Мария Ильинична засмеялась. Ей ли о старости думать? Она была молода, недавно разрешилась от бремени, и хотя не утешила царя после смерти царевича Дмитрия – родилась девочка, – а все же пребывала в радости.
– А деревья снились? – спросила крайчая.
– Как же! Много было деревьев!
– Это к благополучию!
В дверь постучали, то пришел справиться о здоровье царицы человек царя.
– Великая царица Мария Ильинична, слава богу, здорова! – сказала крайчая царскому посланнику.
Вскоре явился сам Алексей Михайлович и вместе с Марией Ильиничной отправился в сенную церковку.
– Сон мне был, – сказал по дороге, почесывая в задумчивости голову, – весьма престранный сон. В лавру завтра хочу сходить.
– Вот бы и мне! – обрадовалась Мария Ильинична. – Вклады хочу сделать, чтоб в другой раз Господь Бог сыном разнес.
– Вместе сходим, вместе лучше, – согласился царь.
Помолясь и позавтракав, царь с царицею пошли глядеть оружейные мастерские. Царь – по любопытству, царица – выбрать красивую дорогую вещь для вклада.

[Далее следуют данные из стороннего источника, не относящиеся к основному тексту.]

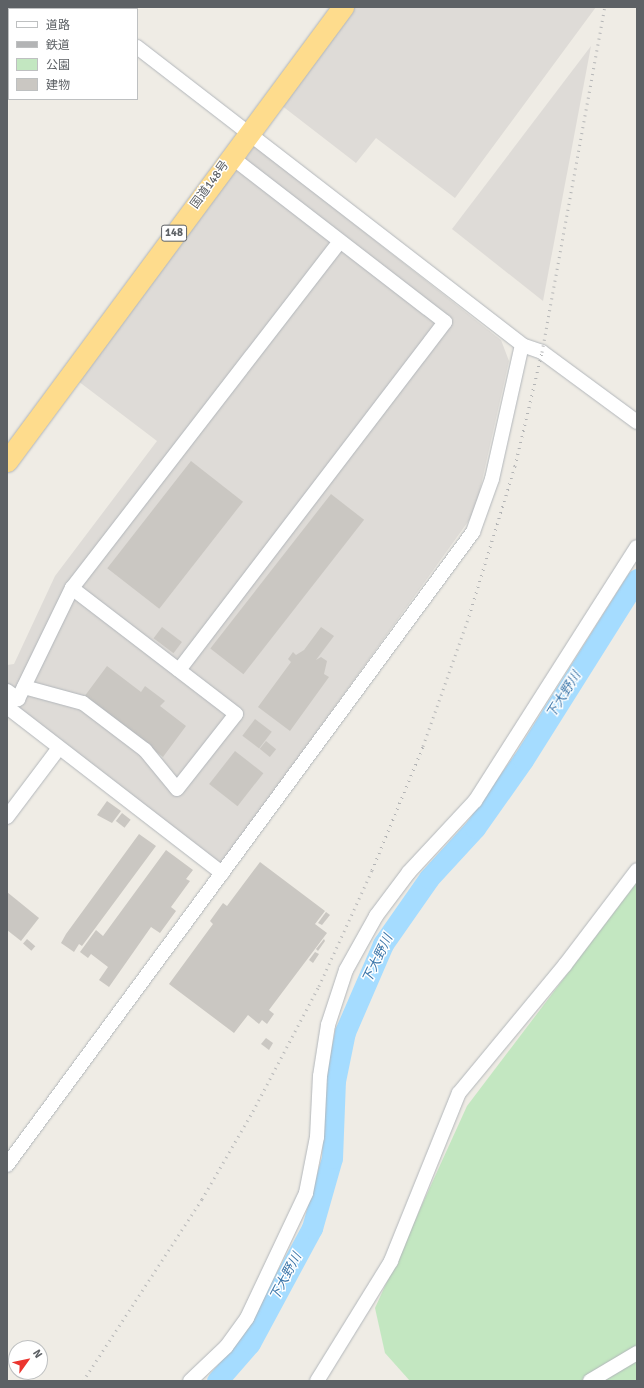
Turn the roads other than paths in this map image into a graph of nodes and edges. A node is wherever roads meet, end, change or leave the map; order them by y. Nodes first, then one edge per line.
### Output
1 (343, 7) edge
2 (138, 48) edge
3 (249, 131) junction
4 (230, 156) junction
5 (340, 241) junction
6 (522, 345) junction
7 (637, 422) edge
8 (7, 461) edge
9 (637, 547) edge
10 (72, 588) junction
11 (179, 670) junction
12 (24, 687) junction
13 (7, 691) edge
14 (7, 707) edge
15 (59, 748) junction
16 (7, 817) edge
17 (637, 870) edge
18 (222, 873) junction
19 (7, 1164) edge
20 (637, 1353) edge
21 (190, 1381) edge
22 (317, 1381) edge
23 (590, 1381) edge

1 - 3 highway, 国道148号 / 148
2 - 3 street
3 - 4 highway, 国道148号 / 148
3 - 6 street
4 - 5 street
4 - 8 highway, 国道148号 / 148
5 - 10 street
5 - 11 street
6 - 7 street
6 - 18 street
9 - 21 street
10 - 11 street
10 - 12 street
11 - 12 street
12 - 13 street
14 - 15 street
15 - 16 street
15 - 18 street
17 - 22 street
18 - 19 street
20 - 23 street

В Оружейной палате их встретил Богдан Матвеевич Хитрово. Хозяйство его было все золотое да серебряное, и сам он был – золотце ясное.
– Богдан Матвеевич, побалуй нас с царицею! – попросил Алексей Михайлович. – Заведи часы со слоном.
Пока Хитрово заводил механизм, царь показал Марии Ильиничне карманные часы Ивана Грозного. Они представляли собой позлащенную книжечку с циферблатом.
– Скоро уж будут, – сказал царь, думая о Никоне, мощах Филиппа и о своем просительном письме святому.
Мария Ильинична не поняла, о чем сказано, и, чтоб не ответить невпопад, взяла серебряные часы в виде луковицы.
– Это дедушкины, Филарета, – улыбнулся Алексей Михайлович: ему нравилось, что дед его был патриархом.
– У меня все готово! – объявил Богдан Матвеевич, ставя на край длинного стола старинные диковинные часы из позлащенной бронзы.
На карете с четырьмя колесиками возлежал пузатый Бахус. На голове Бахуса, в его кудрях, птица свила гнездо. За Бахусом на башенке стоял звонарь под колоколом. По бортам кареты – львиные морды с кольцами в пастях, резвые амуры. В карету был запряжен бронзовый слон, на его спине, прислонясь к башенке с часами, сидел погонщик. На башенке несли караул пятеро воинов. Башню венчал затейливо украшенный купол.
Погонщик поднял руку с хлыстом, слон закрутил глазами и пошел. Карета поехала. Бахус поднял бокал, завращал глазами, челюсть у него задвигалась. Звонарь дернул за цепи – колокол ударил. Солдаты на башне пошли дозором, а птица, свившая гнездо на голове Бахуса, клюнула выпивоху в лоб.